Written By: Diamond Naga Siu
At least four students have fallen victim to moped riders stealing their phones so far this semester, but there’s nowhere students can find that data. It’s not on the NYU London crime log available for viewing at Assistant Director for Student Life Nigel Freeman’s office or included in the daily crime log of the main campus.
“If the moped theft occurred [in] or directly adjacent to NYU property, then it would be included in the report, and if force was used in the course of the theft, the incident is classified [as] a robbery and included in the Annual Security Report and the crime log,” Freeman wrote in an email.
He continued: “If no force was used and the complainant noticed later that their phone was missing, then the incident is classified as a larceny and included on the crime log and not the report.”
The crime log Freeman keeps only includes incidents from the past 60 days, but moped cellphone thefts — dubbed by some students as “being moped” (with a long o sound) — do not make the cut for his log.
He is required to by the Clery Act to keep it, since the U.S. federal mandate requires “all colleges and universities participating in federal student aid programs to publish an annual security report that accurately discloses campus crime statistics and security information.”
Moped thefts just aren’t included, Freeman said.
“The Clery Act is very specific about what reported incidents are to be included, and that is determined both by the type of incident, and where the incident takes place,” Freeman wrote. “If the moped theft took place on the sidewalk, outside of the University’s defined Clery geography, then it is not included with Clery statistics.”
Plus, NYU’s awareness of crimes that happen to students — across all its global sites — is limited to what students report. NYU administrators must make an incident report of the reported crime, and it is then sent to the main campus Public Safety Office.
Though the university does not make mopings public information, there is a more circuitous way that students can learn about crimes that happen at NYU London.

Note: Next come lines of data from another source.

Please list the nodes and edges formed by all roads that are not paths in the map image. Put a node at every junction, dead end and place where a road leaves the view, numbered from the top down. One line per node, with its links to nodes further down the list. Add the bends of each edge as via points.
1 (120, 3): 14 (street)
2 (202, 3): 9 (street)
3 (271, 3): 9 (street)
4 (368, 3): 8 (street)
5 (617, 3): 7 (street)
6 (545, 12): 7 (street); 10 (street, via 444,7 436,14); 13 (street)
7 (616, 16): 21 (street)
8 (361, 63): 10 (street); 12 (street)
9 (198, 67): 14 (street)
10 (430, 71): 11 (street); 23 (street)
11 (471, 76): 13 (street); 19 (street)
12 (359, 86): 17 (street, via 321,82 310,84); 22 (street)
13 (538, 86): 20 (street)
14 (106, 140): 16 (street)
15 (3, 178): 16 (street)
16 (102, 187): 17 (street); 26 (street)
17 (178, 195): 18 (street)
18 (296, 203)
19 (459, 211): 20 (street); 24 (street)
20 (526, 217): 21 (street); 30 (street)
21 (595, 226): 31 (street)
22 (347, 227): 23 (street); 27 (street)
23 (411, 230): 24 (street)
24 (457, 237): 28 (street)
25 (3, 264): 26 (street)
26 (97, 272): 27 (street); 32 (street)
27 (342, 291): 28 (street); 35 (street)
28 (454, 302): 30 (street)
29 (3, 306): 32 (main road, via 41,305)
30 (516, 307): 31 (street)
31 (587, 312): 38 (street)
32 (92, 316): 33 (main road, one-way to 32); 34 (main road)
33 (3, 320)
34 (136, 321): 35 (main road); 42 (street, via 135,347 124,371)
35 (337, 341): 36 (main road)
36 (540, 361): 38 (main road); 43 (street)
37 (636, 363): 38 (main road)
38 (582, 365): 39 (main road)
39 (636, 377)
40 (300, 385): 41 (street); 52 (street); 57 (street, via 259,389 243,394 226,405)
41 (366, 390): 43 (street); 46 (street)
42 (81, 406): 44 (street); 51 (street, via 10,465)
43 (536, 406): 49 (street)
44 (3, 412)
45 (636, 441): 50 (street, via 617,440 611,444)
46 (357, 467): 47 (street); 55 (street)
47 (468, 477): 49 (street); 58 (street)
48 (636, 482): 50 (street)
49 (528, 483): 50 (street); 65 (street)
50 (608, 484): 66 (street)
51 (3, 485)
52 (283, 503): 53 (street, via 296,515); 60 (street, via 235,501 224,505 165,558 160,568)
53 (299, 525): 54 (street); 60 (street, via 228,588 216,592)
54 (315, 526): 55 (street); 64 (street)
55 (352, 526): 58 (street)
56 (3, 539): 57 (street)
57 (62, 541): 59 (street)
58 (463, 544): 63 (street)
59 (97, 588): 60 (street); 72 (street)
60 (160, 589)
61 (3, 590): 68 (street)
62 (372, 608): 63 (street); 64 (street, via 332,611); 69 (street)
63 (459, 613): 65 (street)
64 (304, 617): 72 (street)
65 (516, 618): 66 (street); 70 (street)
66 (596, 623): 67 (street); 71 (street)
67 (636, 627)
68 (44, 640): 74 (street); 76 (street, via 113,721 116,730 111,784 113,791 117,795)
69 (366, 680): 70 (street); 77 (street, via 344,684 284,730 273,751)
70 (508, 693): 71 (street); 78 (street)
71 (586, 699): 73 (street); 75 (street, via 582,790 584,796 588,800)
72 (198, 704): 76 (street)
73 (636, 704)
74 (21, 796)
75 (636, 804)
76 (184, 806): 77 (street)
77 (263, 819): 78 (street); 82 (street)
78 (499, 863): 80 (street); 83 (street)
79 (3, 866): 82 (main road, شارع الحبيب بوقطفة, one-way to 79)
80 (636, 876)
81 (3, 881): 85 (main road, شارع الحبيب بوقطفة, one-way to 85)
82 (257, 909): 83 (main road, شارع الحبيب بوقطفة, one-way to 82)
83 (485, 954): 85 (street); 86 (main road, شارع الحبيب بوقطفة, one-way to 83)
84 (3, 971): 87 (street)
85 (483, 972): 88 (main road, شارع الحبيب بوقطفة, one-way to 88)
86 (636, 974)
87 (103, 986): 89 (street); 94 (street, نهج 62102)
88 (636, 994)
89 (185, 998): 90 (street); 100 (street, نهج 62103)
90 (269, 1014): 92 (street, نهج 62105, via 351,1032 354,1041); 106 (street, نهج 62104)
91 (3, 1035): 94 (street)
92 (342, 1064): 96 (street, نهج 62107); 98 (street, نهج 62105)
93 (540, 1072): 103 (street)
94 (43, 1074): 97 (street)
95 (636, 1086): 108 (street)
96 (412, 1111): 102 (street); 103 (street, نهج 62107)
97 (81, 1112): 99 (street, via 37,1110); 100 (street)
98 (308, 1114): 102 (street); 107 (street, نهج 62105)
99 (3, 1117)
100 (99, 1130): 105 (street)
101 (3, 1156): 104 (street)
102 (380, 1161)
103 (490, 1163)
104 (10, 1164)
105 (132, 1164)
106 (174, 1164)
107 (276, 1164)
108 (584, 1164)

The Police UK website has an interactive crime map, and locating 6 Bedford Square on the Bloomsbury crime map gives a general idea of all the crimes that happen nearby. NYU London’s crimes are listed as “crime on or near further/higher educational building,” though the map groups all crimes happening in the surrounding area, leaving it unclear which ones involved NYU students.
And deep into February, the map does not yet list January 2018 crimes, so students will have to wait indefinitely to learn about crimes in the surrounding areas. But in the meantime, make sure to keep your phones safe, since we — and the university — are not even sure how many students have been moped so far.